* What is needed
Read the records below and copy each line that contains "graph".

* Supplied entries

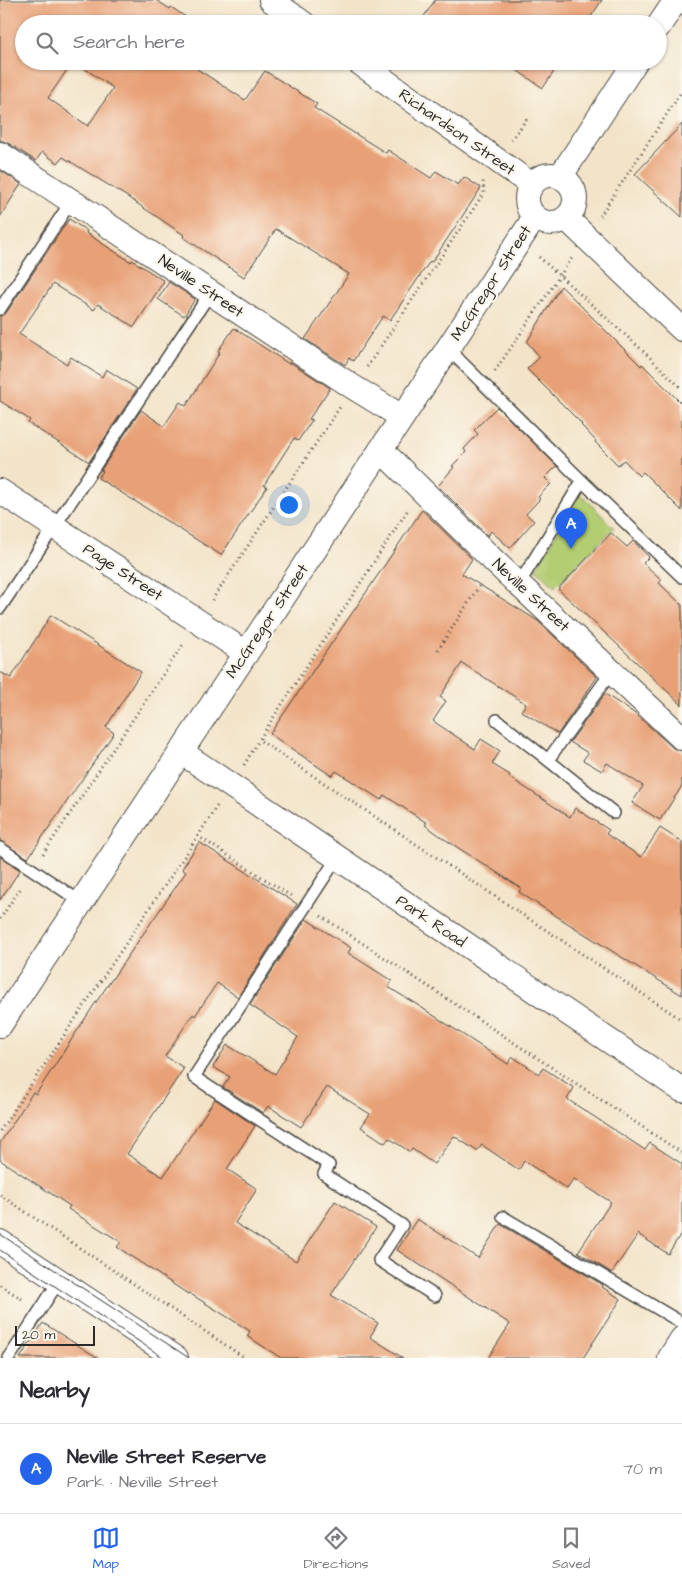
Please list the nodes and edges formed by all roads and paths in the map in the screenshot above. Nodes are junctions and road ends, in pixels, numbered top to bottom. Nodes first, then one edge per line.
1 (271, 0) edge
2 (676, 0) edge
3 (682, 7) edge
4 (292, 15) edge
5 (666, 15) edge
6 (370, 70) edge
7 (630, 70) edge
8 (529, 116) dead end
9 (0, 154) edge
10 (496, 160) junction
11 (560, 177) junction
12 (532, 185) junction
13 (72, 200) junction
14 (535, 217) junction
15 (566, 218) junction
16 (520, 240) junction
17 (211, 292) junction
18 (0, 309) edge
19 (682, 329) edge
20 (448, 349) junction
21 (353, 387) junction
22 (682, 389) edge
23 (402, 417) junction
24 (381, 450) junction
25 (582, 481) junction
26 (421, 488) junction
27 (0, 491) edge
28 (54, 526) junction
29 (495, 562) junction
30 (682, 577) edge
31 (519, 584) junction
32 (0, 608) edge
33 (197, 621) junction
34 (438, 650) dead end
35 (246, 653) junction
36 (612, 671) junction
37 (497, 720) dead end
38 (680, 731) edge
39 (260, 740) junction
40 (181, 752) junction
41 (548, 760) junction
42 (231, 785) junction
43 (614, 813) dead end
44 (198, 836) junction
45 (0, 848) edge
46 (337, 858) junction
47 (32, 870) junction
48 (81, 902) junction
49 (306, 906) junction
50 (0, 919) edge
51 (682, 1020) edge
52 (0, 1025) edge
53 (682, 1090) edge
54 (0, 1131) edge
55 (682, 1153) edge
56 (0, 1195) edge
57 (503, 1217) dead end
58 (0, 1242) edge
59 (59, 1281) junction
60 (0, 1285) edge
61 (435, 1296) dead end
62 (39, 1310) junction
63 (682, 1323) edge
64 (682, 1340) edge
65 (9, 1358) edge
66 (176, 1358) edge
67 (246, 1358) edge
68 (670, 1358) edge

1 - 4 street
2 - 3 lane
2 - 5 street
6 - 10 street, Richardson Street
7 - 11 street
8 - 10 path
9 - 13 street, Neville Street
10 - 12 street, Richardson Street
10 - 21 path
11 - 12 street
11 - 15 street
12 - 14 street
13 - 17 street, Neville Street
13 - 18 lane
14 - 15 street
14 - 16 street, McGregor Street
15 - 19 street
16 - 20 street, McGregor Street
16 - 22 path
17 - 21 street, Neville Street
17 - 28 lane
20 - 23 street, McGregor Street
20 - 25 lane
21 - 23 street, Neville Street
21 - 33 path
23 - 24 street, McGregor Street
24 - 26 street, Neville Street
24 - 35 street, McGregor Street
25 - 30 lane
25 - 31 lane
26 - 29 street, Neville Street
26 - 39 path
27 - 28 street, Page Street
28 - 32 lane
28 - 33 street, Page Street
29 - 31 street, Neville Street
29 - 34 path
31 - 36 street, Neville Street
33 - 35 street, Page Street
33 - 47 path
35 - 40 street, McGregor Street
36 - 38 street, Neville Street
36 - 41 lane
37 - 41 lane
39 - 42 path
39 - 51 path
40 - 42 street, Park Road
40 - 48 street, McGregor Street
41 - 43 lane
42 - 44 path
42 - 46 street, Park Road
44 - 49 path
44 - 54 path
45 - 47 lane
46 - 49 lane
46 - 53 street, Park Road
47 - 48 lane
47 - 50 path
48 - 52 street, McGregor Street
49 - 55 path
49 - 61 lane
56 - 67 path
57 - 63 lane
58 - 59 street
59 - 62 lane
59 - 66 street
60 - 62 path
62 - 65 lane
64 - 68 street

* * *

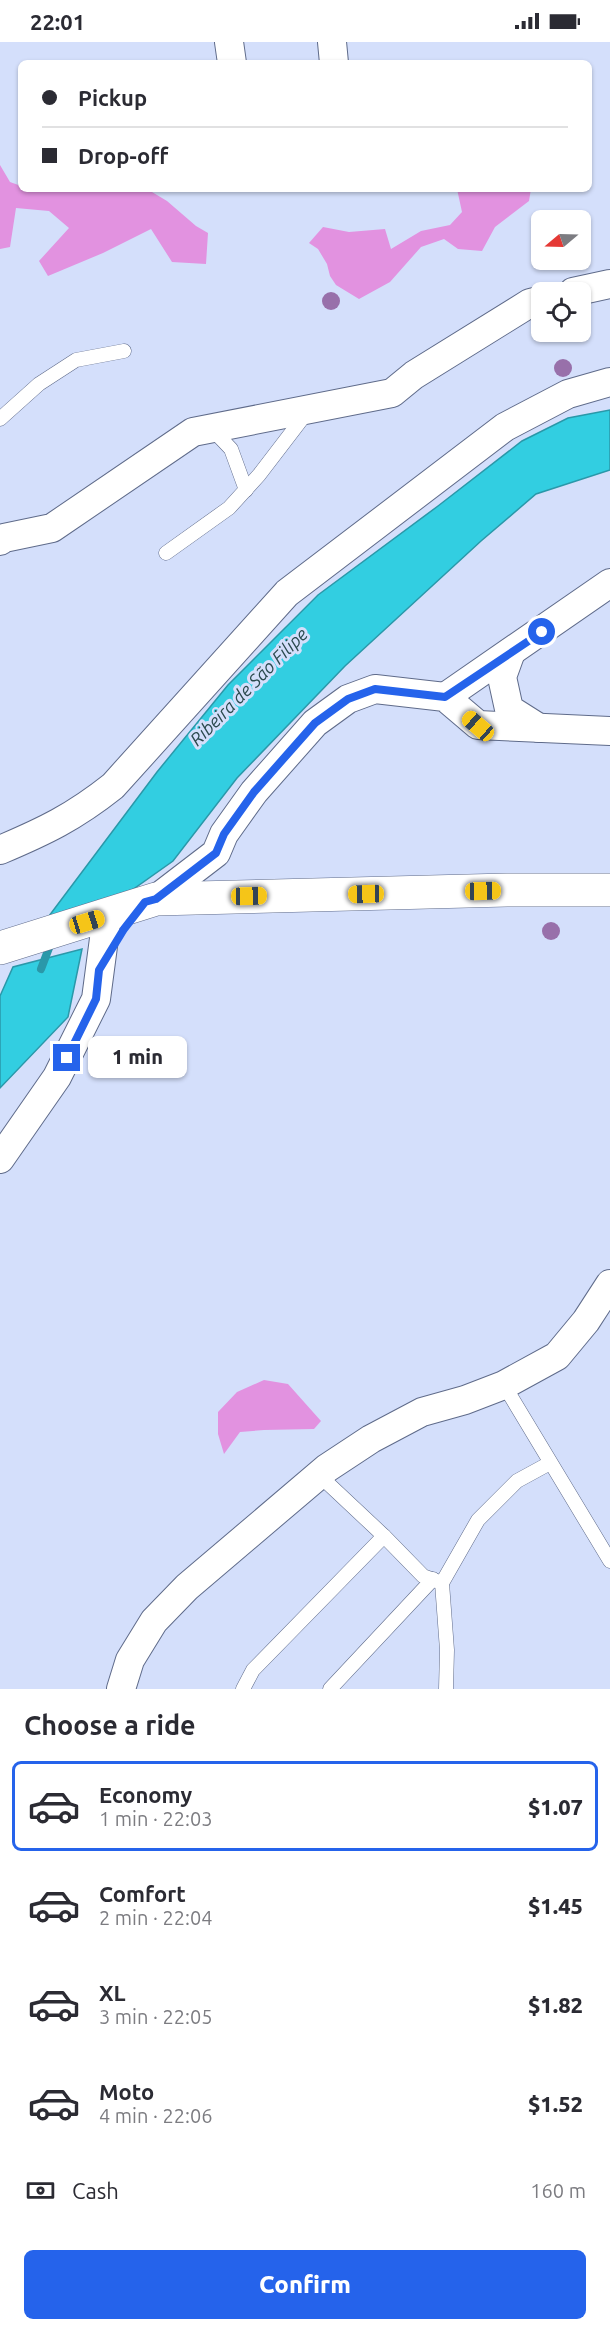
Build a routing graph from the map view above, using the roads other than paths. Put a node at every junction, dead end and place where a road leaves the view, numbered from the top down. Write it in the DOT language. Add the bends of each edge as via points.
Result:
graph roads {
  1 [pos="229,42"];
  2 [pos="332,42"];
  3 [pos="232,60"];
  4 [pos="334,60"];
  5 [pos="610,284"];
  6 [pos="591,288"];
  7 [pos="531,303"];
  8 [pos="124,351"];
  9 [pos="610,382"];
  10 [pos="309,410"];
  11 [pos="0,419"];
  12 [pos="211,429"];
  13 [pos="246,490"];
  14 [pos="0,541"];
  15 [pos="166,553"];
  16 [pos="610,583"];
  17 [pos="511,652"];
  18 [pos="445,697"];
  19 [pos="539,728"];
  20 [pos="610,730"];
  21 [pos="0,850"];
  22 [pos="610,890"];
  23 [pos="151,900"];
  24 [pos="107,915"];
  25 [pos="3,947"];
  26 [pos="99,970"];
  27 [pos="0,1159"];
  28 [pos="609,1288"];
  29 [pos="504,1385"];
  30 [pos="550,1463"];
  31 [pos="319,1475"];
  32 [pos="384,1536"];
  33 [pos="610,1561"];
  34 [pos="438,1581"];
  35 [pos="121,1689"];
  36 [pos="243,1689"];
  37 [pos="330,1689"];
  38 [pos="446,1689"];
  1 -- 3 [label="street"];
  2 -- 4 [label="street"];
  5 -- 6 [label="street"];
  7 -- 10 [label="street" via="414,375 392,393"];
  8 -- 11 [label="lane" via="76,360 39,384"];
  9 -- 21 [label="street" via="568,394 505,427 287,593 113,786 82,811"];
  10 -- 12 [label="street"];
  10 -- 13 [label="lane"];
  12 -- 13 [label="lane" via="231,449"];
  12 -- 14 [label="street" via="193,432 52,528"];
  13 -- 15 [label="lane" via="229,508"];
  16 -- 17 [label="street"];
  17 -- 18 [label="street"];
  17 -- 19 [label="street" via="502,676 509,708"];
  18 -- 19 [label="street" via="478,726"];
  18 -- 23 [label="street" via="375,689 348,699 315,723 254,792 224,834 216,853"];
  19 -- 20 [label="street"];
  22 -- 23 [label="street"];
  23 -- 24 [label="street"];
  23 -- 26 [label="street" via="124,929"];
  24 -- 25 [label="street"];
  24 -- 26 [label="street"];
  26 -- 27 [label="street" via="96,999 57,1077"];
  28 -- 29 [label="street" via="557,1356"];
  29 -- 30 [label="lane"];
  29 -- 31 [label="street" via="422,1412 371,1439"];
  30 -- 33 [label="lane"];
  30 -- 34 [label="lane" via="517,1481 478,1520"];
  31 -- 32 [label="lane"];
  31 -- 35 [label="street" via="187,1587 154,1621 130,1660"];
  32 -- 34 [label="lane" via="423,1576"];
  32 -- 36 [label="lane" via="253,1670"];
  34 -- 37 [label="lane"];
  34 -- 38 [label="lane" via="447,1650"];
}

* Answer below
Build a routing graph from the map view above, using the roads other than paths. Put a node at every junction, dead end and place where a road leaves the view, numbered from the top down. Write it in the DOT language. Add the bends of each edge as via points.
graph roads {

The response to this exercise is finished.